O conflito entre Estados Unidos, Irã e Israel já provoca reflexos nas exportações do Pará, com possibilidade de aumento nos custos de frete marítimo, seguros e combustíveis. O estado, que depende da venda de minério de ferro, soja e carne bovina para mercados como China, Israel e Emirados Árabes Unidos, pode enfrentar redução de competitividade internacional.
Especialistas apontam que o chamado prêmio de risco eleva contratos logísticos e pode comprometer margens de lucro. Segundo economistas, há risco de atrasos nas entregas e impacto direto nos contratos de commodities. No setor de proteínas, a possível retração do comércio com o Irã pode afetar cerca de um terço das exportações de carne bovina do estado, conforme análise de pesquisadores.

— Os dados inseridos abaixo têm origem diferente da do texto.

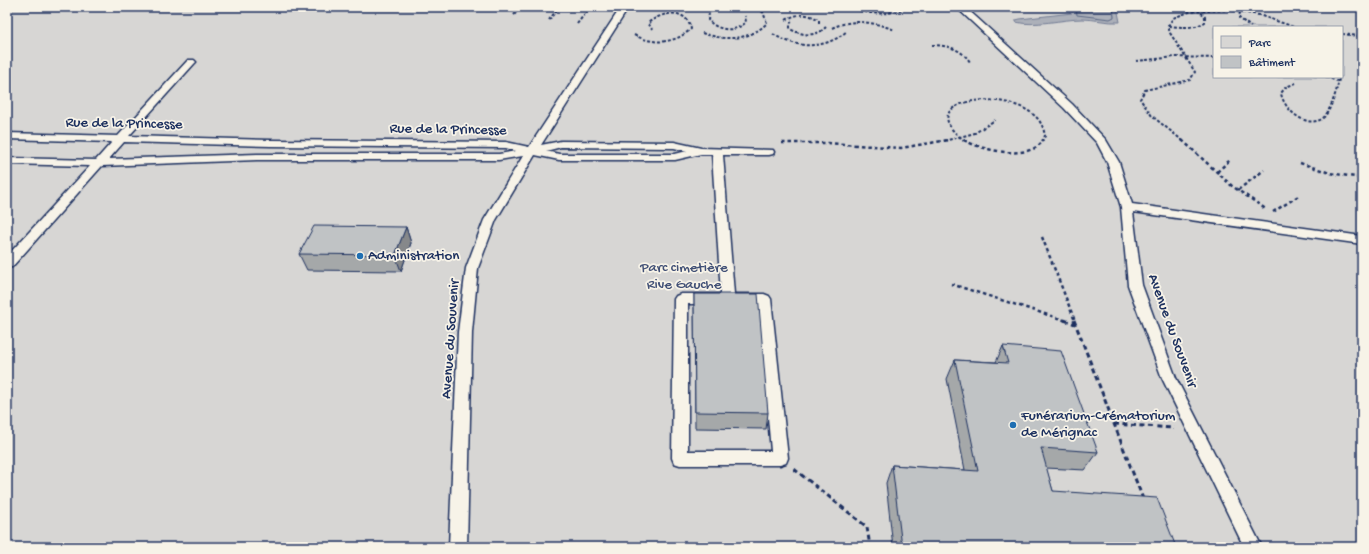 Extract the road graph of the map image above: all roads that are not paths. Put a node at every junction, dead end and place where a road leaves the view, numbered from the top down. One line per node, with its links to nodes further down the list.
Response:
1 (625, 7): 6 (lane, Avenue du Souvenir)
2 (960, 7): 11 (lane, Avenue du Souvenir)
3 (191, 62): 5 (lane)
4 (7, 136): 5 (lane, Rue de la Princesse)
5 (121, 138): 6 (lane, Rue de la Princesse); 10 (lane)
6 (531, 151): 7 (lane); 10 (lane, Rue de la Princesse); 15 (lane, Avenue du Souvenir)
7 (717, 151): 8 (lane); 14 (lane)
8 (769, 152)
9 (7, 161): 10 (lane, Rue de la Princesse)
10 (99, 163): 13 (lane)
11 (1127, 207): 12 (lane); 16 (lane, Avenue du Souvenir)
12 (1362, 240)
13 (7, 264)
14 (728, 299): 14 (lane)
15 (458, 547)
16 (1253, 547) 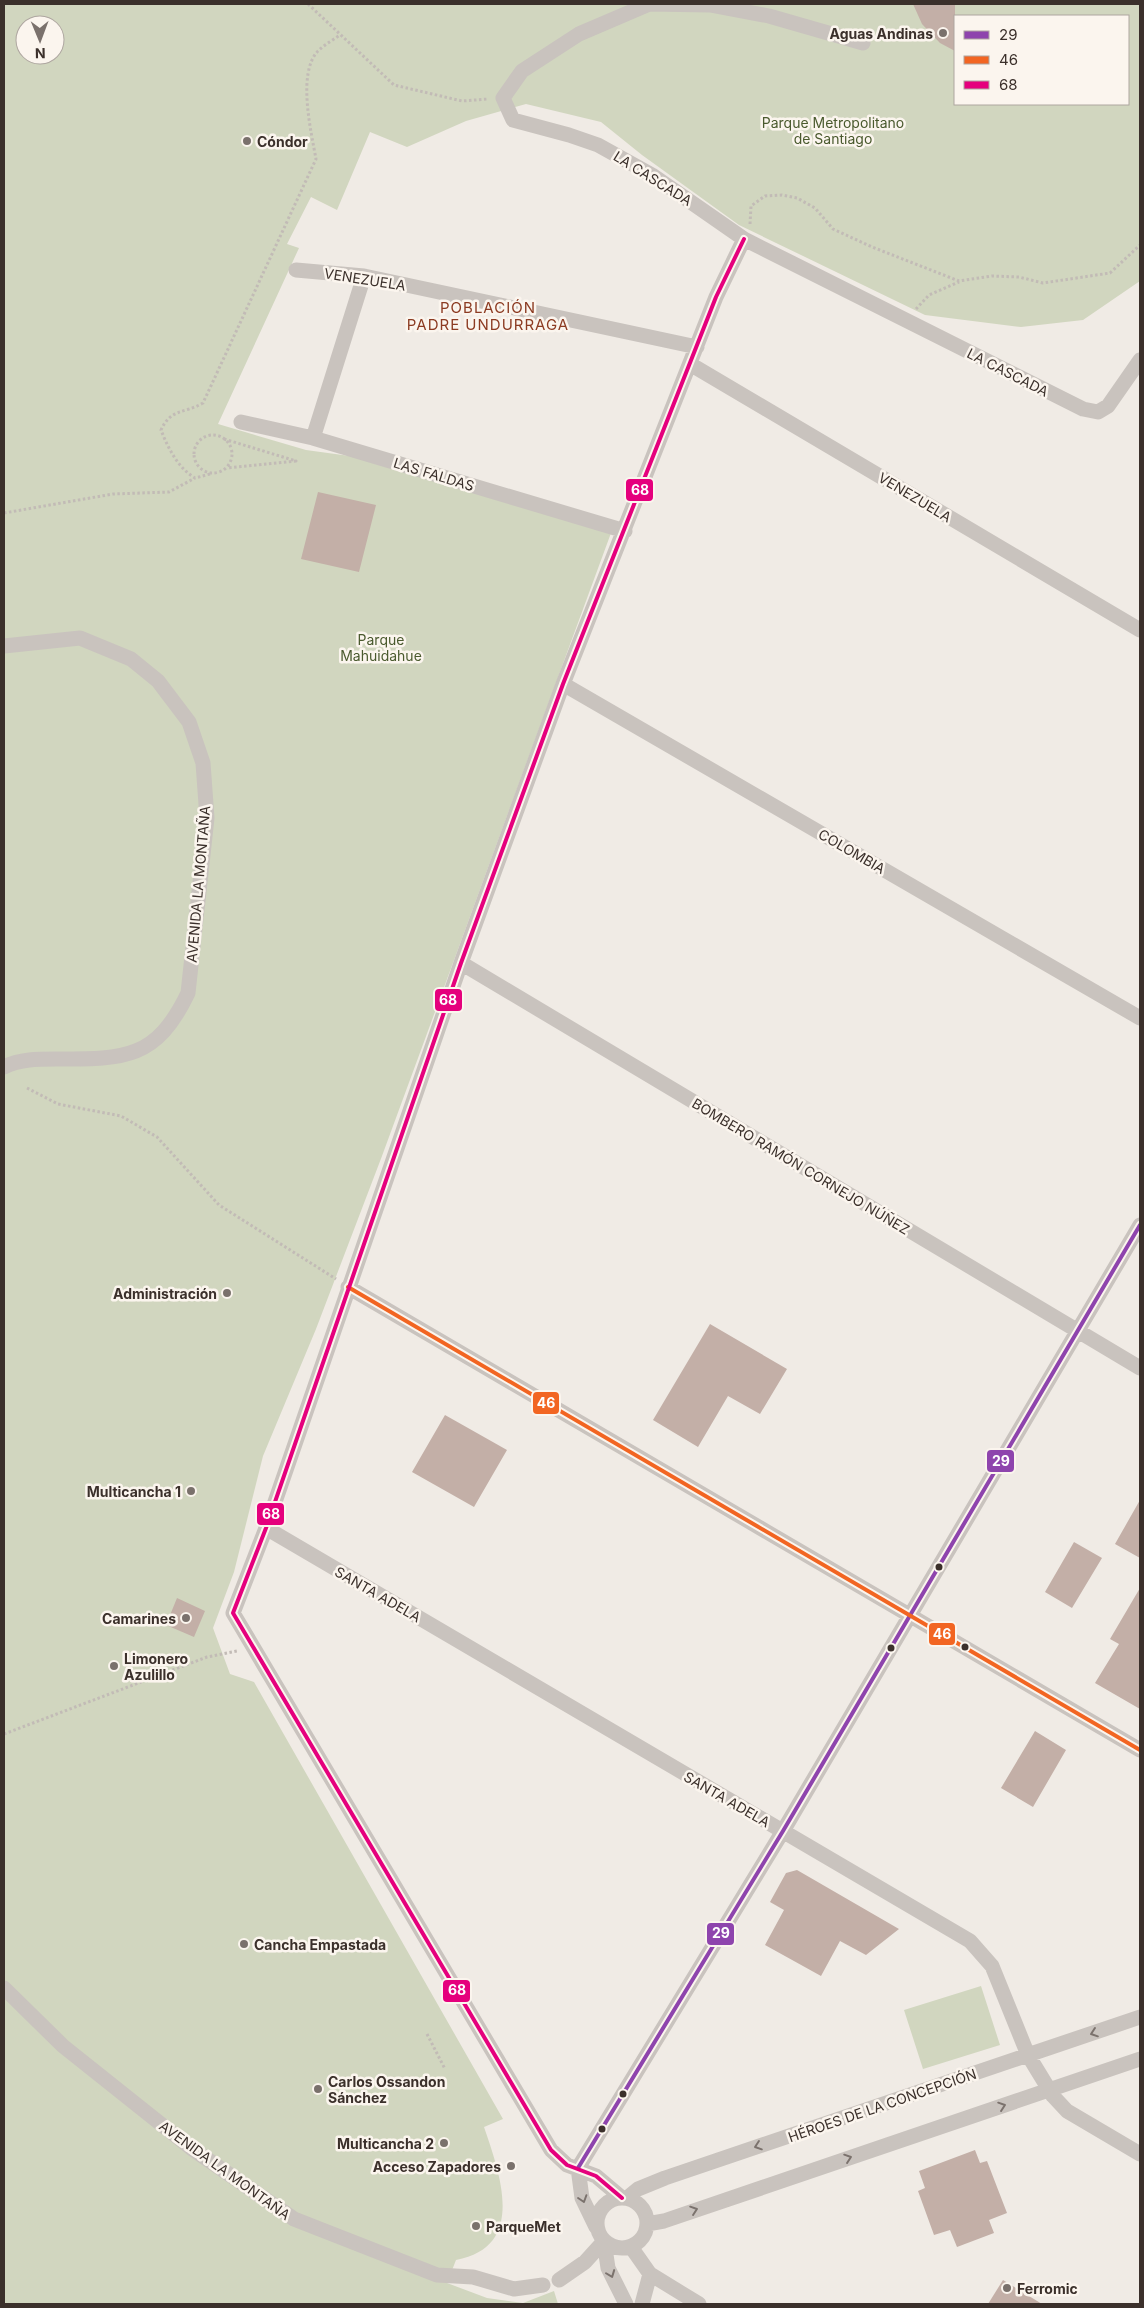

O minério de ferro também pode registrar desaceleração no ritmo de embarques. Para 2026, a expectativa é de estabilidade ou leve queda nas exportações, caso o cenário geopolítico permaneça instável.
Além disso, a tensão internacional pode influenciar os preços de combustíveis no Brasil, já que o país ainda importa derivados de petróleo. A alta do barril no exterior tende a impactar custos internos, afetando transporte e produção no Pará.
A escalada do conflito envolvendo Estados Unidos, Irã e Israel já provoca reflexos econômicos além das fronteiras do Oriente Médio e acende um sinal de alerta no Pará, estado fortemente dependente da exportação de minério de ferro, soja e carne bovina. O temor é de que a instabilidade internacional eleve fretes marítimos, seguros e combustíveis, encarecendo operações e reduzindo a competitividade dos produtos paraenses no mercado global.
O impacto pode atingir contratos com destinos estratégicos como China, Israel e Emirados Árabes Unidos, mercados relevantes para a balança comercial estadual. Especialistas apontam que, mesmo sem interrupção direta nas rotas, o chamado “prêmio de risco” já pressiona custos logísticos.
🚢 Logística mais cara e margens menores
Economistas avaliam que o primeiro reflexo direto é o aumento no custo por tonelada exportada. Com seguros marítimos mais altos e fretes reajustados, as margens de lucro tendem a encolher.
Além disso, há risco de perda de competitividade internacional, já que países com menor exposição logística ao conflito podem oferecer preços mais atrativos. A imprevisibilidade também amplia a possibilidade de atrasos nas entregas, fator sensível em contratos de commodities.
Durante o inverno amazônico, quando as chuvas já dificultam o escoamento interno por rodovias, o cenário se torna ainda mais desafiador para produtores e exportadores.
🥩 Proteína animal sob pressão
No setor de carnes, a preocupação é ainda mais específica. O comércio com o Irã representa fatia significativa das exportações de carne bovina paraense, e qualquer retração pode impactar preços internos e planejamento produtivo.
Analistas observam que a instabilidade no Estreito de Hormuz, rota estratégica para o transporte de petróleo e mercadorias, pode elevar custos e reduzir demanda, afetando diretamente o fluxo comercial.
⛏️ Minério e soja também sentem efeito
O minério de ferro, principal item da pauta exportadora do Pará, pode sofrer desaceleração no ritmo de embarques, especialmente se houver encarecimento contínuo do transporte marítimo. A soja também pode enfrentar ajustes nos preços líquidos recebidos pelos produtores.
Mesmo com contratos já firmados, especialistas avaliam que o cenário para 2026 pode ser de estabilidade ou leve retração, caso a tensão geopolítica se prolongue.
⛽ Combustíveis e efeito cascata
O conflito também pressiona o mercado de petróleo. Ainda que o Brasil seja produtor, o país depende da importação de combustíveis refinados, o que o torna sensível às oscilações internacionais. Alta no barril pode significar reajustes internos, afetando transporte, produção e consumo.
Entidades do setor reforçam que postos revendedores não definem preços internacionais, mas acompanham as variações impostas por refinarias e distribuidoras.